City officials, at this early stage, haven’t heard opposition to the idea, she said, which she credits in part to the city’s small, pedestrian-friendly size and measures it has already taken to encourage walking.

Still, she agrees that implementing a similar rule countywide would be a challenge.

“It completely speaks to the challenges of breaking through car culture,” she said. “It’s why I see West Hollywood as part of that leadership of mobility justice,” she said, referring to a movement to make streets safer for pedestrians and public transit more accessible.

The city expects to see a report on the measure from city staff and a consulting firm by next year, and she said she hoped the city would extend the proposed ban to other intersections in the future if the level of traffic at those sites increases.

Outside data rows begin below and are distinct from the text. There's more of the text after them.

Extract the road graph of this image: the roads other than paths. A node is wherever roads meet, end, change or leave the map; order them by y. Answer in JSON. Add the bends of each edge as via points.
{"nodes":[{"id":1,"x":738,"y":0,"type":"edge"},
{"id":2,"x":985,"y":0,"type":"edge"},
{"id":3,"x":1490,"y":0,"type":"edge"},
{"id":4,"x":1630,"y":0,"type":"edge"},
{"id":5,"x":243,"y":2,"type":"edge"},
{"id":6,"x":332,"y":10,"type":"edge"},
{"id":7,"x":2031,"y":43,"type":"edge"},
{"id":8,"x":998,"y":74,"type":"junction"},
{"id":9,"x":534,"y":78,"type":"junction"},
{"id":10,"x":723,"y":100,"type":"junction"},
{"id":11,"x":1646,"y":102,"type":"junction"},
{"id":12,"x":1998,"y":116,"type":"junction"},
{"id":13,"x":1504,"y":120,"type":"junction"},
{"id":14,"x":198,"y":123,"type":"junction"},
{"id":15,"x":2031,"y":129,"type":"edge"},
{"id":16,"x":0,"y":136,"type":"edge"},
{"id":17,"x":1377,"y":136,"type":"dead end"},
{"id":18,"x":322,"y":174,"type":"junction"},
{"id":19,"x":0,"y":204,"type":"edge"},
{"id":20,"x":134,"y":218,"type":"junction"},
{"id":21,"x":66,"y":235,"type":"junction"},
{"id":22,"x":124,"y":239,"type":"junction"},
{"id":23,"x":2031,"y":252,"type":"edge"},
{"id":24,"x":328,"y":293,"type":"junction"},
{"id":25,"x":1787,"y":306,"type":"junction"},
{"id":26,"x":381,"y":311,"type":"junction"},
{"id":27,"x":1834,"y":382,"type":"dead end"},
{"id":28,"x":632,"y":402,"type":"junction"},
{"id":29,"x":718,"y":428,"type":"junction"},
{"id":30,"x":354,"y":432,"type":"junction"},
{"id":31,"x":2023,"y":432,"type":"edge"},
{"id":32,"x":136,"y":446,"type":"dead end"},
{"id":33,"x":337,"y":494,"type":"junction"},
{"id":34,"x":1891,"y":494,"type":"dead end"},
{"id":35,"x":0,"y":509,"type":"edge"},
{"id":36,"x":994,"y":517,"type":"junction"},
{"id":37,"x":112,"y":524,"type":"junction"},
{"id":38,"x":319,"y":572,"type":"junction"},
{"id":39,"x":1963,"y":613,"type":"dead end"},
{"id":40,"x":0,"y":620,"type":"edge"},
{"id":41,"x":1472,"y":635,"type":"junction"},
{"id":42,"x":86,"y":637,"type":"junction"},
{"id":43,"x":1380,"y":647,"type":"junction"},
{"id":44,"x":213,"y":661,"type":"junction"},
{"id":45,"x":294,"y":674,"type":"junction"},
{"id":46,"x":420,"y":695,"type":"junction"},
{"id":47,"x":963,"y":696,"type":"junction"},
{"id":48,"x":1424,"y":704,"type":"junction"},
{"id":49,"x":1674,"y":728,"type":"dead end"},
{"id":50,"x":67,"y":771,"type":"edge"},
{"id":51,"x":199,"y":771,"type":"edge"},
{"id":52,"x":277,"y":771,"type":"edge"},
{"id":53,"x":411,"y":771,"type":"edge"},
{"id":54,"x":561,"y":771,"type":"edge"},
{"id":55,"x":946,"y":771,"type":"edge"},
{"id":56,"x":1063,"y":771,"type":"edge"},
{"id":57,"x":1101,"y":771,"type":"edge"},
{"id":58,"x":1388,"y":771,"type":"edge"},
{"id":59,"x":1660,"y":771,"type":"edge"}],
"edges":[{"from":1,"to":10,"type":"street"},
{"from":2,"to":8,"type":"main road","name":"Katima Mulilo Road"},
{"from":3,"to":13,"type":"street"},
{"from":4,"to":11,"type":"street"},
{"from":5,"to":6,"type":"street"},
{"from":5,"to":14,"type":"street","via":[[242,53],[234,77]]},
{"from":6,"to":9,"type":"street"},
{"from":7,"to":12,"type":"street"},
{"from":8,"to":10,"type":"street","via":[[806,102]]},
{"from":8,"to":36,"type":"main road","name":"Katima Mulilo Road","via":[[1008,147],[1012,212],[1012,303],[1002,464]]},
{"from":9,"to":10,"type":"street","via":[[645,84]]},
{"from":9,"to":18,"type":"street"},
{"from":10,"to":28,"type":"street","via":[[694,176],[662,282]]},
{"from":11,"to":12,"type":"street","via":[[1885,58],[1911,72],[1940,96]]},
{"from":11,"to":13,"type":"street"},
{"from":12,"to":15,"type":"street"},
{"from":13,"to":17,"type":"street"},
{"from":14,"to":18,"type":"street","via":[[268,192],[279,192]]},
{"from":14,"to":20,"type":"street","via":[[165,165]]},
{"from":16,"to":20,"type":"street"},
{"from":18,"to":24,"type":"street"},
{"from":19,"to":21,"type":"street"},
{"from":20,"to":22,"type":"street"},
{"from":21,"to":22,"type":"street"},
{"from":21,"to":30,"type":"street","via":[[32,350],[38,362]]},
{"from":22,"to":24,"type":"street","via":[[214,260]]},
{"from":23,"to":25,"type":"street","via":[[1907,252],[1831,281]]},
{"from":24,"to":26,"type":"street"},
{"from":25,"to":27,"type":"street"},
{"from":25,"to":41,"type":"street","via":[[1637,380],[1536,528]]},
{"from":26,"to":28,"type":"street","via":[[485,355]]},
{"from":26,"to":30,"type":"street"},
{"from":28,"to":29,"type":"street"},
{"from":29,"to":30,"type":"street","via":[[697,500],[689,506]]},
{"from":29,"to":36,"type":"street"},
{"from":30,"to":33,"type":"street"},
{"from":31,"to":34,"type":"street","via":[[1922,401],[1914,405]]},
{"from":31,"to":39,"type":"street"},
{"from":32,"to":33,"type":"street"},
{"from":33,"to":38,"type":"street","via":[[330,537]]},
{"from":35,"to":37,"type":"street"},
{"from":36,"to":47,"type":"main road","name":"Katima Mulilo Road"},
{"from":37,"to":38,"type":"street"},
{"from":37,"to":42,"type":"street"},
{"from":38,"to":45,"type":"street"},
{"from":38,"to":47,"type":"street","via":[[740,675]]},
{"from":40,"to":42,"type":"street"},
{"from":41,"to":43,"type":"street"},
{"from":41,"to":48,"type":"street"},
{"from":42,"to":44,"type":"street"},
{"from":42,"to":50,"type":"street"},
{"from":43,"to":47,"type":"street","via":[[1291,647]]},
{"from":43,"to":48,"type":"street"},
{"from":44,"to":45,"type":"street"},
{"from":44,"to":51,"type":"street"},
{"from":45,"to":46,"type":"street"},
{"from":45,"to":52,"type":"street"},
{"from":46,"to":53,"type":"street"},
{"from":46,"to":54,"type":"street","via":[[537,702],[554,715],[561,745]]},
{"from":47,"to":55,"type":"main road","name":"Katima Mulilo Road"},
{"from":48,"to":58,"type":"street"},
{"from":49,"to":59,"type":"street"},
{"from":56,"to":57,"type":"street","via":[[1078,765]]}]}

Byers, who said she hadn’t owned a car herself in seven years, said she’d seen firsthand the need for such a measure.

“My right of way as a pedestrian is often challenged by vehicles,” she said. “I’m jealous of San Francisco.”

Right-hand turns on red lights came to be through the 1975 Energy Policy and Conservation Act, Kevitt said, which required states to allow the turns to receive federal funding.

Although the practice has never been found to reduce emissions or gas consumption, the measure was adopted as a way to cut down on idling cars at red lights during the 1970s oil crisis.

“But what we do know is that pedestrians are the ones that are most being hit and killed in traffic violence,” Kevitt said.

It could be a while before a similar measure could be viable in L.A., but Kevitt said it’s time the idea is considered. Smaller cities, such as West Hollywood, would be a start, he said.

“The right to drive is considered more senior than the right to live,” he said. “That needs to change.”